▶ TASK
From the listing below, pull out all lines with "true" in them.

▶ EXTRACTED ENTRIES
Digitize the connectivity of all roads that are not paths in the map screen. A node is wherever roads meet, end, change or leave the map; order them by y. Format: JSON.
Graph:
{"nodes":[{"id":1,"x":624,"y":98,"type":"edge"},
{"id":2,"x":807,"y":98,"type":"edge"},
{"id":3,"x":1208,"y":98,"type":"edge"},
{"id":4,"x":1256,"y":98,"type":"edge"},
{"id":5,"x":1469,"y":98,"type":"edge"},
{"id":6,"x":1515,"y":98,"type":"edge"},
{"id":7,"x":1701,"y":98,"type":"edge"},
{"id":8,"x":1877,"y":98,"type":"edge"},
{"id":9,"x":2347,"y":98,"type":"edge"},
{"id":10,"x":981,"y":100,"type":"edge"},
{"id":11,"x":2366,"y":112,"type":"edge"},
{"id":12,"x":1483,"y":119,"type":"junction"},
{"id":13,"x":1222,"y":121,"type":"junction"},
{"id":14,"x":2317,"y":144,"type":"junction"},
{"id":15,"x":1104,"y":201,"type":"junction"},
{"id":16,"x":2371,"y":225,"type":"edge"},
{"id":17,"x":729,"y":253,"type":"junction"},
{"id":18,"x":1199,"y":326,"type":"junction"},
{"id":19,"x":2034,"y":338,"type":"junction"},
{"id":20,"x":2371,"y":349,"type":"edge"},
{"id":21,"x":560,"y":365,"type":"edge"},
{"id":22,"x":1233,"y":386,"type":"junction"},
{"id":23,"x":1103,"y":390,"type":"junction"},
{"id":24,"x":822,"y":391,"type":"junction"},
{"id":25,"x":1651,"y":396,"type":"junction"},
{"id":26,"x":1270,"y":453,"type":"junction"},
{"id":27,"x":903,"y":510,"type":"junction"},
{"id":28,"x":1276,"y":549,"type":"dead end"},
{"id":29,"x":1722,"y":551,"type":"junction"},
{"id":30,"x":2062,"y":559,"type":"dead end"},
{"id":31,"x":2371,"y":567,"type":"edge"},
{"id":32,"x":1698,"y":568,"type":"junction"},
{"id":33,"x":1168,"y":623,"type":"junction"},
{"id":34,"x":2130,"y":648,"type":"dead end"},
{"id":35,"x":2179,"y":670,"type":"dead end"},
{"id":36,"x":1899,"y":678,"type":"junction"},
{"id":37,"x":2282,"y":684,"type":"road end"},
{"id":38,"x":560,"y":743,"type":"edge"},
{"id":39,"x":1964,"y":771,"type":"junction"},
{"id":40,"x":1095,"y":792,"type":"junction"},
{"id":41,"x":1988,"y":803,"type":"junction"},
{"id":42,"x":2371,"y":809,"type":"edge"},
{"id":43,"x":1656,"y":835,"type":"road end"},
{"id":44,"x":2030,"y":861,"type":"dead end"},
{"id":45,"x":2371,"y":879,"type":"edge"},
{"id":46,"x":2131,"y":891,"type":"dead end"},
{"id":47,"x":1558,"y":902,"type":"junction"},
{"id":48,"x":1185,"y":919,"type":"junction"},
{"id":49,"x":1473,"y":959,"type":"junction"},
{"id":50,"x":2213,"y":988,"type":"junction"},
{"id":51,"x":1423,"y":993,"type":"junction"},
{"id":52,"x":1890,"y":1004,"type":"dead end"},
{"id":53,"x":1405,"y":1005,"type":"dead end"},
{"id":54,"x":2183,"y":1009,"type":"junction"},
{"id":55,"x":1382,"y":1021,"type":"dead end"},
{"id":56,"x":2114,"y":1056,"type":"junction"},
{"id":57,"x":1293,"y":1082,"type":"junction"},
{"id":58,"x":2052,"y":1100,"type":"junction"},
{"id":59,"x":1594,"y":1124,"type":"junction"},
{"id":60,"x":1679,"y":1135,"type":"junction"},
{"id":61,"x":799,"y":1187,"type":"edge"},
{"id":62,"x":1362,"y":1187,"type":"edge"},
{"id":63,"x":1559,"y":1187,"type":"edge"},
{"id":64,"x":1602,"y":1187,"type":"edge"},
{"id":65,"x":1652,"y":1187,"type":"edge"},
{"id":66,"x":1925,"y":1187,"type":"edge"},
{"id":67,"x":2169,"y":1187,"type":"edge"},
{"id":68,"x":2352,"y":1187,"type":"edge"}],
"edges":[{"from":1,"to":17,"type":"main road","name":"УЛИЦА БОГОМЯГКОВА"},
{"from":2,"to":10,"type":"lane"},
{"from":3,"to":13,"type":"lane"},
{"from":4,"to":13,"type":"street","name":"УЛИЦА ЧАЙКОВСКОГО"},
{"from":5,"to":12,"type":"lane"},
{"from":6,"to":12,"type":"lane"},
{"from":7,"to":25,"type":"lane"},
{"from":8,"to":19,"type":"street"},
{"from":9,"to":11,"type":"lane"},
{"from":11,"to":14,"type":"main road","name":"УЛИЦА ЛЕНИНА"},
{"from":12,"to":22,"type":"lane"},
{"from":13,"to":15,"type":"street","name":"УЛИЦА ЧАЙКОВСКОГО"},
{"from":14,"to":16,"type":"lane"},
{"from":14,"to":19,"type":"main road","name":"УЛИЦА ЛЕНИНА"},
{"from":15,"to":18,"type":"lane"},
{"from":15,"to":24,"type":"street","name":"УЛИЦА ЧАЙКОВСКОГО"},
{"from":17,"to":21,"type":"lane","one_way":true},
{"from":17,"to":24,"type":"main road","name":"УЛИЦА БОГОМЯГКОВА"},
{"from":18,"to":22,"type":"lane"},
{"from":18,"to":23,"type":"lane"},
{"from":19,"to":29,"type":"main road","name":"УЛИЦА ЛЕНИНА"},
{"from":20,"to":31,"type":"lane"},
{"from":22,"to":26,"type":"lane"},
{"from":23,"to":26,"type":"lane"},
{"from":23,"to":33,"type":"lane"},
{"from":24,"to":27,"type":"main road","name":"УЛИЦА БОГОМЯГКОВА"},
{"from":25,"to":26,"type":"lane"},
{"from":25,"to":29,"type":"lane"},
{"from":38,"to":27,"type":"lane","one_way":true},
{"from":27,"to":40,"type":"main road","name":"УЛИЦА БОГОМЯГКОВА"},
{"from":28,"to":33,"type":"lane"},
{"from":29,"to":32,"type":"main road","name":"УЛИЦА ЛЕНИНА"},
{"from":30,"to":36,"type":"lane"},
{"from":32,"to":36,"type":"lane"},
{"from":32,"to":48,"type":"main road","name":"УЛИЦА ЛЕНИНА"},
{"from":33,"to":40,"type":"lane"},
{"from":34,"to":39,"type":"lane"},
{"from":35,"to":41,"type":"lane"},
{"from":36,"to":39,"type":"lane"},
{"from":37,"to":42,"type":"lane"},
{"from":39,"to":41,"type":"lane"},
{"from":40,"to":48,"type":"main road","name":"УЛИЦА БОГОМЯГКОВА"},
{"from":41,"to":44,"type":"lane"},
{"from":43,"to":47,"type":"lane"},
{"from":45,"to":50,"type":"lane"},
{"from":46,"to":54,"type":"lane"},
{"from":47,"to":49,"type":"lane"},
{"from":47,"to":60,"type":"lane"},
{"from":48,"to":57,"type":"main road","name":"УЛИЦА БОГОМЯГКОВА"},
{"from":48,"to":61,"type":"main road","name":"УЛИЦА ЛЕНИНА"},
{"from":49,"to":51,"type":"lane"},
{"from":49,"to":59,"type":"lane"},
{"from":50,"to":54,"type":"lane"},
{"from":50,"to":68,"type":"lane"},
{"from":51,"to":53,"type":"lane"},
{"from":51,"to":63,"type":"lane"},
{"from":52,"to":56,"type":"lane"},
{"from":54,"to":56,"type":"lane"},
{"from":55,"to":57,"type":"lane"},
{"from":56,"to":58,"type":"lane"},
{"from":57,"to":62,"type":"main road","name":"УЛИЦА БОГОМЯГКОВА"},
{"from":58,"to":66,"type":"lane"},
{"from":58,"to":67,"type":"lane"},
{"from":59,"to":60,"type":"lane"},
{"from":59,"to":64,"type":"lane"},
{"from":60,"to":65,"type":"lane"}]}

▶ RESULT
{"from":17,"to":21,"type":"lane","one_way":true},
{"from":38,"to":27,"type":"lane","one_way":true},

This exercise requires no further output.